Профессор Владимир Прозоров на смерть Д.Д. Сэлинджера
Умер Джером Дэвид Сэлинджер, прожив больше девяноста лет, половину из которых практически в полном уединении в своем поместье в Нью-Гемпшире. Последний рассказ был напечатан в 1965 году, больше ни строчки. Не дал ни одного интервью.
Не разрешил экранизировать ни одну из своих книг. Набросился с кулаками на подстерегшего его фотографа. Год назад через суд остановил публикацию «продолжения» неким предприимчивым литератором своего единственного романа. Это молчание – в эпоху безудержного размножения звуковых и визуальных клонов – становилось все громче и значимее. Сэлинджера продолжали читать. Одно из врезавшихся американских впечатлений: на автовокзале в Чикаго бледненькая девочка с волосами хвостиком, сидя на тощем рюкзачке, листает «Над пропастью во ржи».
Публикация Сэлинджера в СССР – отдельная история. Каким-то образом кого-то на литературно-партийном верху удалось убедить в «критической и антибуржуазной» направленности» романа. Строго говоря, это в книге есть. Только читалась она не «про них», а «про себя».
Я первый раз открыл «Над пропастью во ржи» в середине 60-х, примерно в возрасте Холдена Колфилда, когда только начинаешь задумываться над тем, что видишь вокруг. И отвращение Холдена к липе – липкой фальши, ежедневному притворству – воспринималась как собственное. А наша советская липа – плакатов и лозунгов, праздничных демонстраций и ленинских зачетов, галстуков и значков – была еще толще и развесистее. Красная бейсболка Холдена, надетая задом наперед, стала знаком вызова. Его искренность, нежелание принимать ценности и стандарты системы воспринимались как призыв «жить не по лжи».
Но для самого Сэлинджера социальное никогда не было главным. Кроме «Над пропастью во ржи» он опубликовал десяток рассказов и цикл коротких повестей о семье Глассов (значащая фамилия – «Стекло», так же тонок и хрупок внутренний мир братьев и сестры). Как и роман, повести о невыносимой тяжести взросления: о необходимости – и невозможности – вписаться в «нормальный мир».
Вот старший Симор женится на обожаемой им Мюриэл – и через пять лет застрелится рядом с кроватью, на которой она спит.
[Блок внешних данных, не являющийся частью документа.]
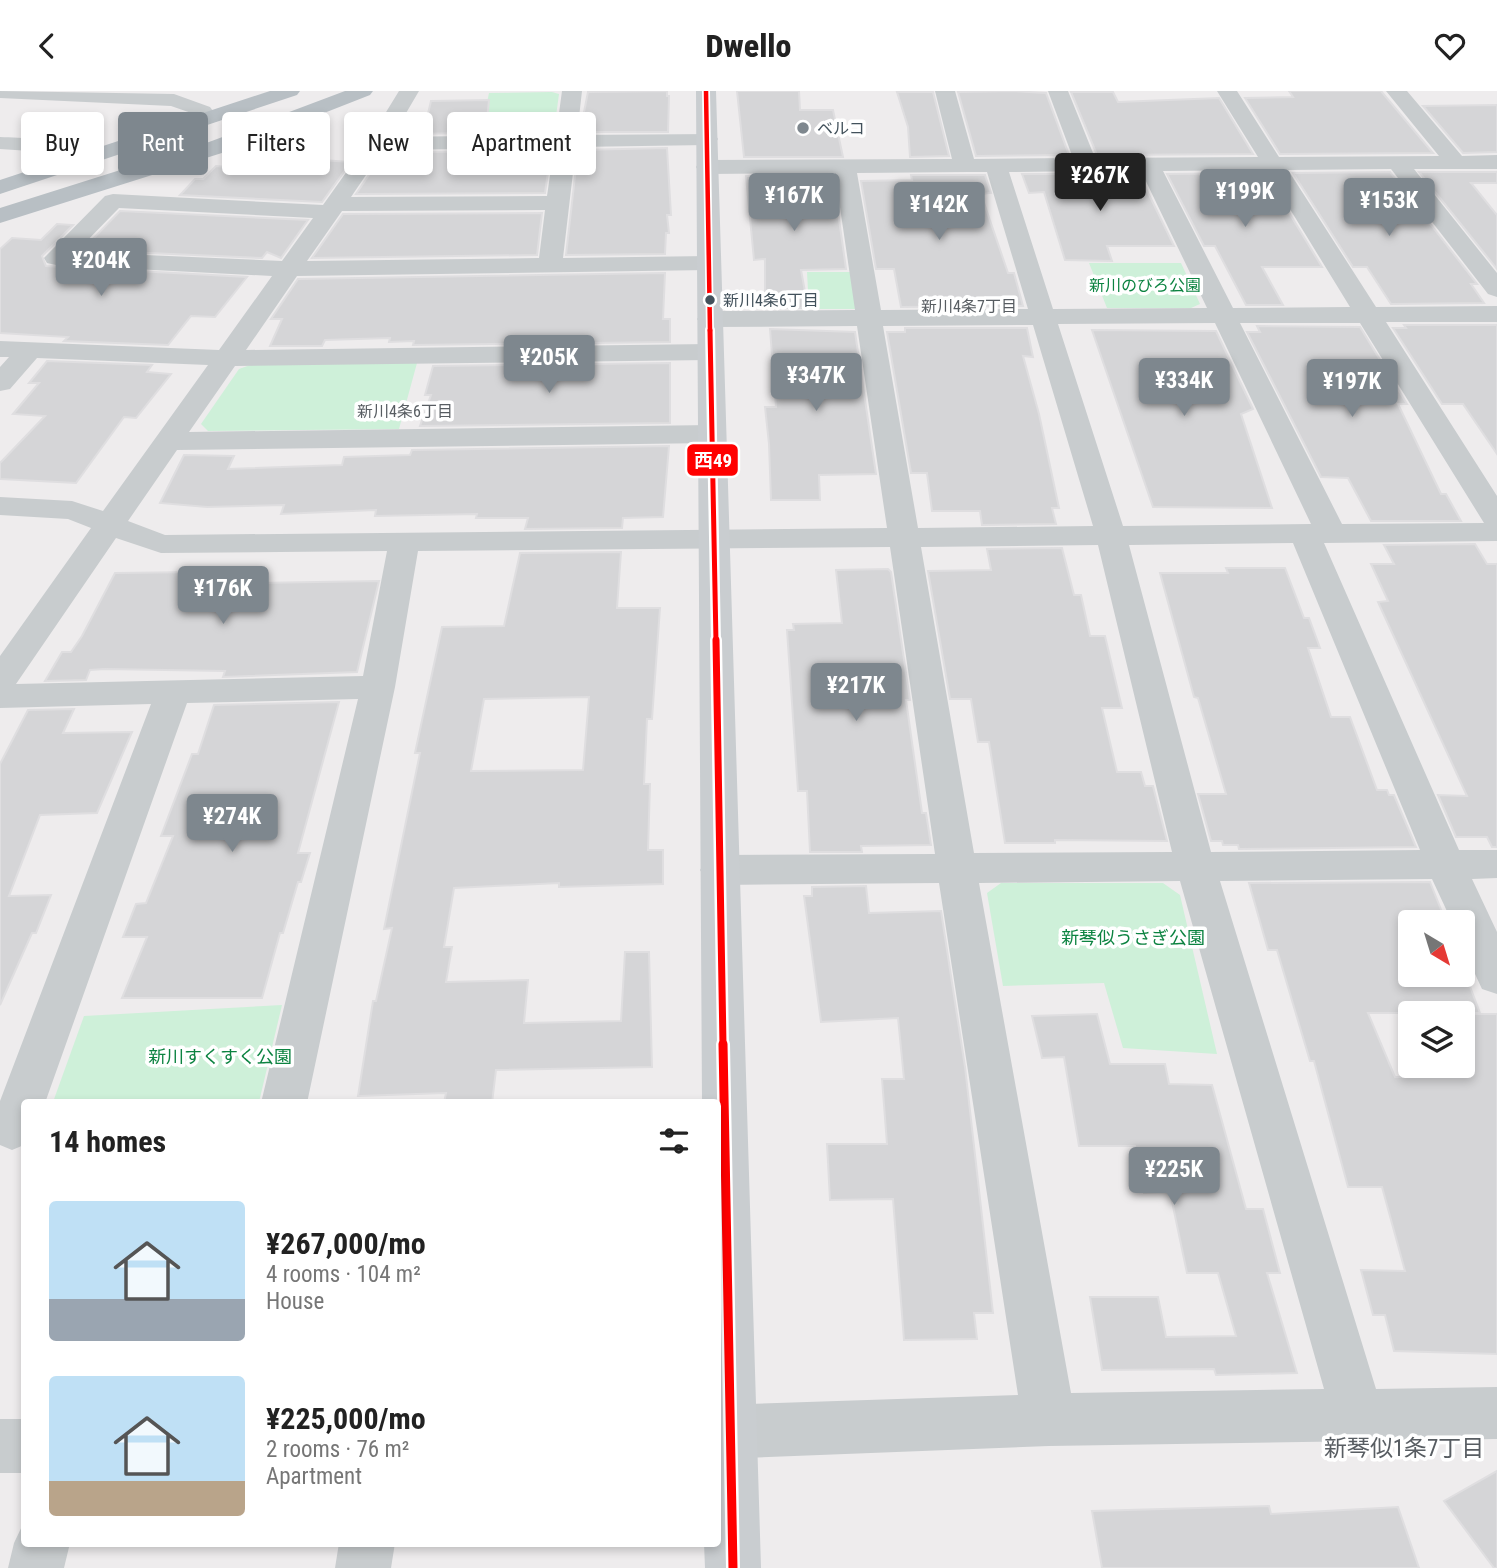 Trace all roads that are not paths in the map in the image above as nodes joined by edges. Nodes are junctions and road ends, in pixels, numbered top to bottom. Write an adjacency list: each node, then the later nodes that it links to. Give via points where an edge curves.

Вот Френни Гласс идет на свидание со вполне завидным во всех отношениях бой-френдом. Ей, наверное, тоже хочется простого девичьего счастья, но себя не переделаешь: внутри все переворачивается, бунтует желудок, и после обморока губы шепотом повторяют имя неведомого Бога. Быть «как все» «мелко, бессмысленно и уныло». А стать «богемой» – «все равно тот же конформизм, только «шиворот-навыворот». Тупик. И заканчивается все психлечебницей, самоубийством, в лучшем случае кельей.
В последних повестях Сэлинджера отчетливо звучат мотивы восточной философии. Согласно индуизму полная человеческая жизнь должна включать четыре этапа: первый посвящен учебе, второй – дому и семье, третий – уходу в лес для размышлений и медитации. На четвертом человек, преодолев суету земного бытия, возвращается в мир как духовный наставник. Но Сэлинджер не вышел из своего «леса». Не было что сказать? Или не надеялся, что поймут?
Сейчас все ломают голову над тем, какие рукописи оставил писатель, и какие распоряжения относительно них дал: все сжечь, все напечатать, сейчас, через 20 лет?
Нужно ли что-то добавлять к молчанию? На самый простой вопрос Фрэнни Гласс отвечает «Да. Нет. Не знаю».